At New Olympus's Feet
By Izak R. Crafford
For: Prince Madzora, Hennie Duvenhage and Adriaan Odendaal who each inspired some element of the imagery
Locus iste a Deo factus est:
“Locus iste a Deo factus est”:
A solitary prayer
Uttered in a nearly empty glade surrounded by destruction – a tearful gratitude amidst despair,
“inaestimabile sacramentum, irreprehensibilis est.”
The citadel:
Last outpost of collapsing empire,
looming o’er an old metropolis, now empty, ravaged by luting and by fire.
Sounds the knell
of the empire’s death – they carry the stone away
and use old tapestries as doormats: they trample the images and say
“It is well!”
A tarmac sea:
Several roads converge
to form a tarmac sea from which, by the sun’s passionate burning a new Olympus does emerge.
They raise their eyes to its top – the crowd gathered there – and see
a pantheon of glorious gods to which they pray
their timid prayers.

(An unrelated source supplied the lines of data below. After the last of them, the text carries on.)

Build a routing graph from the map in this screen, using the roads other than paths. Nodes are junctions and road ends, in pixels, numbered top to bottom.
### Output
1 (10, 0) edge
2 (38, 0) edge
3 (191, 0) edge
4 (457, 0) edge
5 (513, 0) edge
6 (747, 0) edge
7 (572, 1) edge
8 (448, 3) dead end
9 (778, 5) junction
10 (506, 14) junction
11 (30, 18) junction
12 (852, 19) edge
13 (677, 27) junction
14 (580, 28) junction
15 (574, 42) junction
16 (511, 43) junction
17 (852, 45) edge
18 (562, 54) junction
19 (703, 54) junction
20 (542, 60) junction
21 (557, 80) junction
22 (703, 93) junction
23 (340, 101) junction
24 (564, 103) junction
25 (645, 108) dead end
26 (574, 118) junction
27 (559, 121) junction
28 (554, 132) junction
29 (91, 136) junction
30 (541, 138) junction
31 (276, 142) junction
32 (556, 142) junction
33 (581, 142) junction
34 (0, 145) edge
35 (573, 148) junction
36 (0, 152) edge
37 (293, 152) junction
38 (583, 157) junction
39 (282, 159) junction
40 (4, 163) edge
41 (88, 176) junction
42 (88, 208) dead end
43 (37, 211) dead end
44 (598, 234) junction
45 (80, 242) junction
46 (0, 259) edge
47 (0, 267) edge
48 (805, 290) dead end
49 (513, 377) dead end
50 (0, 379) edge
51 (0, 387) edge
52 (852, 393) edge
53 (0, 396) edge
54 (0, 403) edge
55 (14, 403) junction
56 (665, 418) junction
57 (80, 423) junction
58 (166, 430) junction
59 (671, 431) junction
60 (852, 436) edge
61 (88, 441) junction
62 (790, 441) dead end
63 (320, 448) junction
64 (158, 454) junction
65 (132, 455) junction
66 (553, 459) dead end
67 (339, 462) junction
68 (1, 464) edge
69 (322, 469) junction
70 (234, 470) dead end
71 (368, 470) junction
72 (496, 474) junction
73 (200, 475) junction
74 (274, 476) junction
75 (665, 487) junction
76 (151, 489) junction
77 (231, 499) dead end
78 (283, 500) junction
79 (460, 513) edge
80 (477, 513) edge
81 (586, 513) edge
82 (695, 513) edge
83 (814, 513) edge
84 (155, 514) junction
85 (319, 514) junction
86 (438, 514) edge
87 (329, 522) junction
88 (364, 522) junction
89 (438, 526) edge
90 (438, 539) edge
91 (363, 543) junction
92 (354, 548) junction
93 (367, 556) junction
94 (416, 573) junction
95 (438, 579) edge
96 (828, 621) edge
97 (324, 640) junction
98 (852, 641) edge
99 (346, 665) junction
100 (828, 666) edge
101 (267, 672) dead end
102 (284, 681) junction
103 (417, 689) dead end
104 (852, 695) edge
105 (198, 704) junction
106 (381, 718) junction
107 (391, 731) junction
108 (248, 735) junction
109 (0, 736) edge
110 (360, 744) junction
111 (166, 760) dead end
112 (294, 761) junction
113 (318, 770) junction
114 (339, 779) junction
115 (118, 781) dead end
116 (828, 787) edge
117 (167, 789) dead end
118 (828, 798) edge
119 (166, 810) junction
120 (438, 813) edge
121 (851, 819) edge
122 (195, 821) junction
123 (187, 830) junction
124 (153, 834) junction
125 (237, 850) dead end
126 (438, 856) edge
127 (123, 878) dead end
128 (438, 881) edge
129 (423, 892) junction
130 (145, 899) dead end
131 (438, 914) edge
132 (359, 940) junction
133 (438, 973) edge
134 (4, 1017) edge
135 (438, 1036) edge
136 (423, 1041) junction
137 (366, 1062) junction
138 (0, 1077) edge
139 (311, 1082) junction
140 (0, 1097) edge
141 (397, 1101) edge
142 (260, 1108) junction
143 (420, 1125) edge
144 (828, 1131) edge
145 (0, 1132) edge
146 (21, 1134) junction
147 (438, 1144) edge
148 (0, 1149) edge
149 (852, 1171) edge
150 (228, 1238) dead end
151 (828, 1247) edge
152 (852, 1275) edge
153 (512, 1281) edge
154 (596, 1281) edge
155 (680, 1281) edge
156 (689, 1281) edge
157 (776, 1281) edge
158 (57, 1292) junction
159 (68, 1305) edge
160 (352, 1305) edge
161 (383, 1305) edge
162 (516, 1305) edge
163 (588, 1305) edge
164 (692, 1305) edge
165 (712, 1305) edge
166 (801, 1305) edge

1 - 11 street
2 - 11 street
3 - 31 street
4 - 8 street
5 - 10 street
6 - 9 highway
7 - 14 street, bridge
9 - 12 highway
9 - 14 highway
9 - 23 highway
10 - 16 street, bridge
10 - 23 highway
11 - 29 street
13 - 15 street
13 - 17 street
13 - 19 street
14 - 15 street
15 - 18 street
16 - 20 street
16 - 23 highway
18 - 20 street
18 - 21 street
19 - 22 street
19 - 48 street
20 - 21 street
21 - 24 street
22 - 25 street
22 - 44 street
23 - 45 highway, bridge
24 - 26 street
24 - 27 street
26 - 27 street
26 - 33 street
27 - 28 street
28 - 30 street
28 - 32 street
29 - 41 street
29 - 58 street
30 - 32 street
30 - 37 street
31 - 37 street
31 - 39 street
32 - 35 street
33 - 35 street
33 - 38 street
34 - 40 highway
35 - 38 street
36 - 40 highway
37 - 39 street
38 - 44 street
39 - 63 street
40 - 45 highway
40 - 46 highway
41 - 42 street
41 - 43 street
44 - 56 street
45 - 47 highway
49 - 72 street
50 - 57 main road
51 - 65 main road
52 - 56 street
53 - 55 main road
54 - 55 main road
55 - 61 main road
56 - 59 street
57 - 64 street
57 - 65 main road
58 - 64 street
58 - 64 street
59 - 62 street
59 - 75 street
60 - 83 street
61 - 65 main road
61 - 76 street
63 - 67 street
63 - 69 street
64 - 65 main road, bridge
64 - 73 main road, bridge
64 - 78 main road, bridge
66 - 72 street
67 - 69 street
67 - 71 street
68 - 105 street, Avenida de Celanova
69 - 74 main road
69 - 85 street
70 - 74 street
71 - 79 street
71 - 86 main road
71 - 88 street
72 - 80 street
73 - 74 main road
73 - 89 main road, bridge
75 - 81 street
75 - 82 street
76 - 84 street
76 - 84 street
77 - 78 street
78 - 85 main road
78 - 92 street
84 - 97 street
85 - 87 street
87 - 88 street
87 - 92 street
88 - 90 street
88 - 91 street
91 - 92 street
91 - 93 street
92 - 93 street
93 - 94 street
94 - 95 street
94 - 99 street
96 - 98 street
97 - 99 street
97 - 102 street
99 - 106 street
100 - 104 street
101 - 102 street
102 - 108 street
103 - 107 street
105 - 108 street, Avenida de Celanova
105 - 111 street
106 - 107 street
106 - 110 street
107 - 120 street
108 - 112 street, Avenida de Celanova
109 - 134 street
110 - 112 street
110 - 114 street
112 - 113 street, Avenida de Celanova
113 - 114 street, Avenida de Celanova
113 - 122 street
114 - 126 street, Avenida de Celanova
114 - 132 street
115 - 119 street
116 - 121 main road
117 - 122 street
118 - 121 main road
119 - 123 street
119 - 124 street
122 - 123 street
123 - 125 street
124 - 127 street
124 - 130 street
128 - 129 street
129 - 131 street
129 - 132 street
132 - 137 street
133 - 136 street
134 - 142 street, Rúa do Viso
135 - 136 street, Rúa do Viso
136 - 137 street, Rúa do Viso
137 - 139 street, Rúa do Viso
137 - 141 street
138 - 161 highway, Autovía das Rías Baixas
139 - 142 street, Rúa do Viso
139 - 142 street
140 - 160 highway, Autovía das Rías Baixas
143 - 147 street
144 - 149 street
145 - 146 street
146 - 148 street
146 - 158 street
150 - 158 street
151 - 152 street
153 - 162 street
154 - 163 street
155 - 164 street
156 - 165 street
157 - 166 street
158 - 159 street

They say
to those running from the citadel destroyed, on bended knee:
“You’ll be of us once you repent”,
but those souls looking back up the road to the citadel, [destroyed by them in the names of the
many gleeful gods sent
to carry the stone away for building a glorious edifice], stand at the edge of the crowd, despised.
Son of an old empire:
He stands at the edge of the crowd
looking up at the new Olympus, seeking out the gods floating in a cloud.
But there’s nothing there to see. He glances quickly up the road and recalls the fire
and them who carried away the stones with glee
to build their gods a temple and a new city for all to see.
With of words a golden wire
they suffocate his heart and soul
as he tries to live in their metropole
of which the marketplace is a sea of tar where they muster their soldiers and build the old imperium
a glorious pyre.
The stoning:
He stands before the hungry crowd,
his head in desperate anguish bowed,
to an old god, [abhorred by those who to the new Olympus for their guidance look], praying,
with longing for the ancient place and the old church their moaning.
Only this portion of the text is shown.